**MATERIALS PROVIDED**
+++++
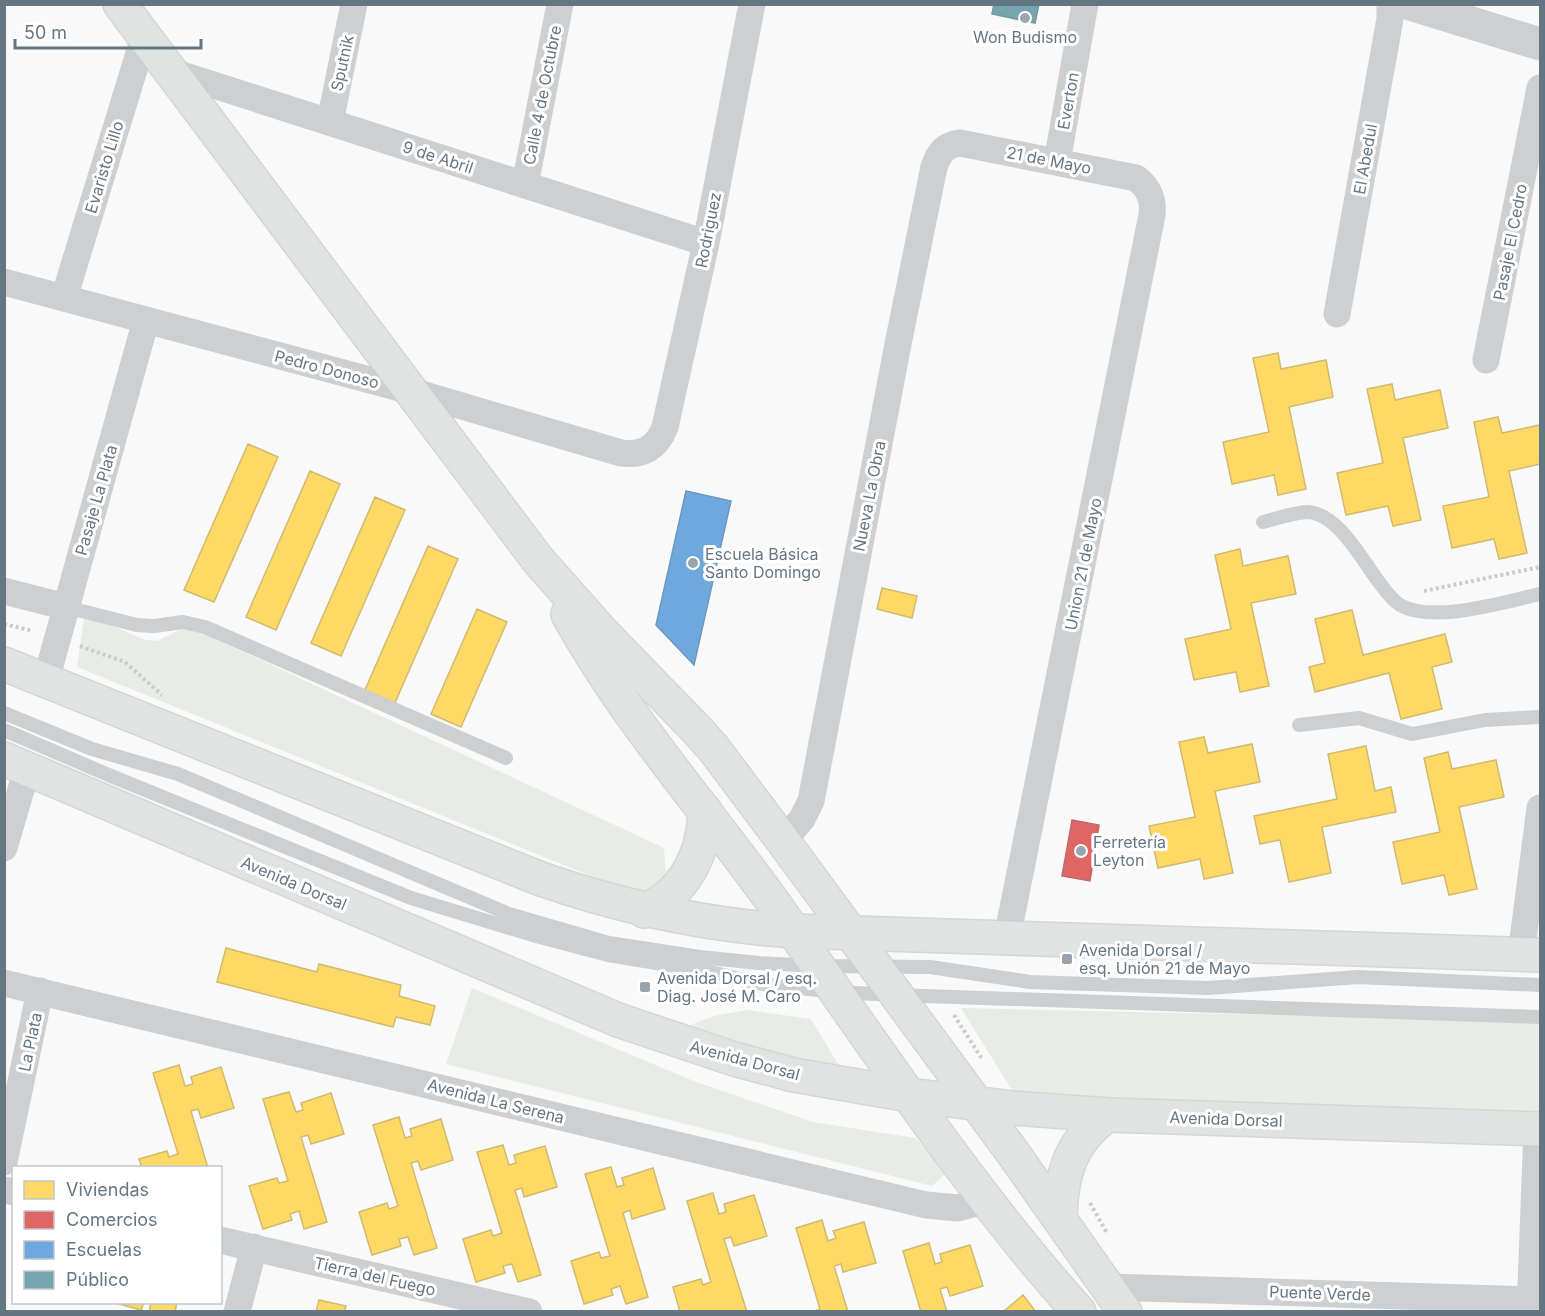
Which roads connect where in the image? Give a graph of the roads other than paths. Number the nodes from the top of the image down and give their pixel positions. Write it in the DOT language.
graph roads {
  1 [pos="120,4"];
  2 [pos="354,4"];
  3 [pos="560,4"];
  4 [pos="752,4"];
  5 [pos="1085,4"];
  6 [pos="1390,4"];
  7 [pos="1410,4"];
  8 [pos="144,36"];
  9 [pos="1540,44"];
  10 [pos="170,71"];
  11 [pos="1540,88"];
  12 [pos="330,122"];
  13 [pos="946,147"];
  14 [pos="1057,162"];
  15 [pos="525,185"];
  16 [pos="1148,190"];
  17 [pos="706,243"];
  18 [pos="4,282"];
  19 [pos="64,298"];
  20 [pos="1337,314"];
  21 [pos="146,320"];
  22 [pos="1486,360"];
  23 [pos="411,391"];
  24 [pos="649,449"];
  25 [pos="1263,522"];
  26 [pos="538,560"];
  27 [pos="4,591"];
  28 [pos="1540,594"];
  29 [pos="66,608"];
  30 [pos="4,664"];
  31 [pos="46,680"];
  32 [pos="4,713"];
  33 [pos="1540,717"];
  34 [pos="1299,724"];
  35 [pos="4,730"];
  36 [pos="506,758"];
  37 [pos="16,764"];
  38 [pos="11,801"];
  39 [pos="1540,808"];
  40 [pos="705,811"];
  41 [pos="783,841"];
  42 [pos="4,848"];
  43 [pos="644,911"];
  44 [pos="793,931"];
  45 [pos="852,933"];
  46 [pos="1007,938"];
  47 [pos="1531,955"];
  48 [pos="876,966"];
  49 [pos="827,979"];
  50 [pos="4,983"];
  51 [pos="1540,984"];
  52 [pos="40,992"];
  53 [pos="896,995"];
  54 [pos="1540,1017"];
  55 [pos="909,1095"];
  56 [pos="977,1104"];
  57 [pos="1108,1114"];
  58 [pos="1539,1129"];
  59 [pos="4,1162"];
  60 [pos="987,1200"];
  61 [pos="1060,1218"];
  62 [pos="222,1240"];
  63 [pos="254,1247"];
  64 [pos="1117,1299"];
  65 [pos="1530,1306"];
  66 [pos="237,1311"];
  67 [pos="529,1311"];
  68 [pos="1079,1311"];
  1 -- 8 [label="main road"];
  2 -- 12 [label="street, Sputnik"];
  3 -- 15 [label="street, Calle 4 de Octubre"];
  4 -- 17 [label="street, Rodriguez"];
  5 -- 14 [label="street, Everton"];
  6 -- 20 [label="street, El Abedul"];
  7 -- 9 [label="street"];
  8 -- 10 [label="main road"];
  8 -- 19 [label="street, Evaristo Lillo"];
  10 -- 12 [label="street, 9 de Abril"];
  10 -- 23 [label="main road"];
  11 -- 22 [label="street, Pasaje El Cedro"];
  12 -- 15 [label="street, 9 de Abril"];
  13 -- 14 [label="street, 21 de Mayo"];
  13 -- 41 [label="street, Nueva La Obra"];
  14 -- 16 [label="street, 21 de Mayo"];
  15 -- 17 [label="street, 9 de Abril"];
  16 -- 46 [label="street, Union 21 de Mayo"];
  17 -- 24 [label="street, Rodriguez"];
  18 -- 19 [label="street, Pedro Donoso"];
  19 -- 21 [label="street, Pedro Donoso"];
  21 -- 23 [label="street, Pedro Donoso"];
  21 -- 29 [label="street, Pasaje La Plata"];
  23 -- 24 [label="street, Pedro Donoso"];
  23 -- 26 [label="main road"];
  25 -- 28 [label="lane"];
  26 -- 40 [label="main road"];
  26 -- 41 [label="main road"];
  27 -- 29 [label="street"];
  29 -- 31 [label="street, Pasaje La Plata"];
  29 -- 36 [label="lane"];
  30 -- 31 [label="main road"];
  31 -- 43 [label="main road"];
  32 -- 49 [label="lane"];
  33 -- 34 [label="lane"];
  35 -- 49 [label="lane"];
  37 -- 38 [label="street"];
  37 -- 55 [label="main road, Avenida Dorsal"];
  38 -- 42 [label="street"];
  39 -- 47 [label="street"];
  40 -- 43 [label="main road"];
  40 -- 44 [label="main road"];
  41 -- 45 [label="main road"];
  43 -- 44 [label="main road"];
  44 -- 45 [label="main road"];
  44 -- 49 [label="main road"];
  45 -- 46 [label="main road"];
  45 -- 48 [label="main road"];
  46 -- 47 [label="main road"];
  48 -- 49 [label="lane"];
  48 -- 51 [label="lane"];
  48 -- 53 [label="main road"];
  49 -- 53 [label="lane"];
  49 -- 55 [label="main road"];
  50 -- 52 [label="street, Avenida La Serena"];
  52 -- 59 [label="street, La Plata"];
  52 -- 60 [label="street, Avenida La Serena"];
  53 -- 54 [label="lane"];
  53 -- 56 [label="main road"];
  55 -- 56 [label="main road, Avenida Dorsal"];
  55 -- 60 [label="main road"];
  56 -- 57 [label="main road, Avenida Dorsal"];
  56 -- 61 [label="main road"];
  57 -- 58 [label="main road, Avenida Dorsal"];
  57 -- 61 [label="main road"];
  58 -- 65 [label="street"];
  60 -- 68 [label="main road"];
  61 -- 64 [label="main road"];
  62 -- 63 [label="street, Tierra del Fuego"];
  63 -- 66 [label="street"];
  63 -- 67 [label="street, Tierra del Fuego"];
  64 -- 65 [label="street, Puente Verde"];
}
+++++
**YOUR ASSIGNMENT**
Transcribe the listing above verbatim. No picture belongs in the result.

**RESULT FOR THIS TASK**
Which roads connect where in the image? Give a graph of the roads other than paths. Number the nodes from the top of the image down and give their pixel positions. Write it in the DOT language.
graph roads {
  1 [pos="120,4"];
  2 [pos="354,4"];
  3 [pos="560,4"];
  4 [pos="752,4"];
  5 [pos="1085,4"];
  6 [pos="1390,4"];
  7 [pos="1410,4"];
  8 [pos="144,36"];
  9 [pos="1540,44"];
  10 [pos="170,71"];
  11 [pos="1540,88"];
  12 [pos="330,122"];
  13 [pos="946,147"];
  14 [pos="1057,162"];
  15 [pos="525,185"];
  16 [pos="1148,190"];
  17 [pos="706,243"];
  18 [pos="4,282"];
  19 [pos="64,298"];
  20 [pos="1337,314"];
  21 [pos="146,320"];
  22 [pos="1486,360"];
  23 [pos="411,391"];
  24 [pos="649,449"];
  25 [pos="1263,522"];
  26 [pos="538,560"];
  27 [pos="4,591"];
  28 [pos="1540,594"];
  29 [pos="66,608"];
  30 [pos="4,664"];
  31 [pos="46,680"];
  32 [pos="4,713"];
  33 [pos="1540,717"];
  34 [pos="1299,724"];
  35 [pos="4,730"];
  36 [pos="506,758"];
  37 [pos="16,764"];
  38 [pos="11,801"];
  39 [pos="1540,808"];
  40 [pos="705,811"];
  41 [pos="783,841"];
  42 [pos="4,848"];
  43 [pos="644,911"];
  44 [pos="793,931"];
  45 [pos="852,933"];
  46 [pos="1007,938"];
  47 [pos="1531,955"];
  48 [pos="876,966"];
  49 [pos="827,979"];
  50 [pos="4,983"];
  51 [pos="1540,984"];
  52 [pos="40,992"];
  53 [pos="896,995"];
  54 [pos="1540,1017"];
  55 [pos="909,1095"];
  56 [pos="977,1104"];
  57 [pos="1108,1114"];
  58 [pos="1539,1129"];
  59 [pos="4,1162"];
  60 [pos="987,1200"];
  61 [pos="1060,1218"];
  62 [pos="222,1240"];
  63 [pos="254,1247"];
  64 [pos="1117,1299"];
  65 [pos="1530,1306"];
  66 [pos="237,1311"];
  67 [pos="529,1311"];
  68 [pos="1079,1311"];
  1 -- 8 [label="main road"];
  2 -- 12 [label="street, Sputnik"];
  3 -- 15 [label="street, Calle 4 de Octubre"];
  4 -- 17 [label="street, Rodriguez"];
  5 -- 14 [label="street, Everton"];
  6 -- 20 [label="street, El Abedul"];
  7 -- 9 [label="street"];
  8 -- 10 [label="main road"];
  8 -- 19 [label="street, Evaristo Lillo"];
  10 -- 12 [label="street, 9 de Abril"];
  10 -- 23 [label="main road"];
  11 -- 22 [label="street, Pasaje El Cedro"];
  12 -- 15 [label="street, 9 de Abril"];
  13 -- 14 [label="street, 21 de Mayo"];
  13 -- 41 [label="street, Nueva La Obra"];
  14 -- 16 [label="street, 21 de Mayo"];
  15 -- 17 [label="street, 9 de Abril"];
  16 -- 46 [label="street, Union 21 de Mayo"];
  17 -- 24 [label="street, Rodriguez"];
  18 -- 19 [label="street, Pedro Donoso"];
  19 -- 21 [label="street, Pedro Donoso"];
  21 -- 23 [label="street, Pedro Donoso"];
  21 -- 29 [label="street, Pasaje La Plata"];
  23 -- 24 [label="street, Pedro Donoso"];
  23 -- 26 [label="main road"];
  25 -- 28 [label="lane"];
  26 -- 40 [label="main road"];
  26 -- 41 [label="main road"];
  27 -- 29 [label="street"];
  29 -- 31 [label="street, Pasaje La Plata"];
  29 -- 36 [label="lane"];
  30 -- 31 [label="main road"];
  31 -- 43 [label="main road"];
  32 -- 49 [label="lane"];
  33 -- 34 [label="lane"];
  35 -- 49 [label="lane"];
  37 -- 38 [label="street"];
  37 -- 55 [label="main road, Avenida Dorsal"];
  38 -- 42 [label="street"];
  39 -- 47 [label="street"];
  40 -- 43 [label="main road"];
  40 -- 44 [label="main road"];
  41 -- 45 [label="main road"];
  43 -- 44 [label="main road"];
  44 -- 45 [label="main road"];
  44 -- 49 [label="main road"];
  45 -- 46 [label="main road"];
  45 -- 48 [label="main road"];
  46 -- 47 [label="main road"];
  48 -- 49 [label="lane"];
  48 -- 51 [label="lane"];
  48 -- 53 [label="main road"];
  49 -- 53 [label="lane"];
  49 -- 55 [label="main road"];
  50 -- 52 [label="street, Avenida La Serena"];
  52 -- 59 [label="street, La Plata"];
  52 -- 60 [label="street, Avenida La Serena"];
  53 -- 54 [label="lane"];
  53 -- 56 [label="main road"];
  55 -- 56 [label="main road, Avenida Dorsal"];
  55 -- 60 [label="main road"];
  56 -- 57 [label="main road, Avenida Dorsal"];
  56 -- 61 [label="main road"];
  57 -- 58 [label="main road, Avenida Dorsal"];
  57 -- 61 [label="main road"];
  58 -- 65 [label="street"];
  60 -- 68 [label="main road"];
  61 -- 64 [label="main road"];
  62 -- 63 [label="street, Tierra del Fuego"];
  63 -- 66 [label="street"];
  63 -- 67 [label="street, Tierra del Fuego"];
  64 -- 65 [label="street, Puente Verde"];
}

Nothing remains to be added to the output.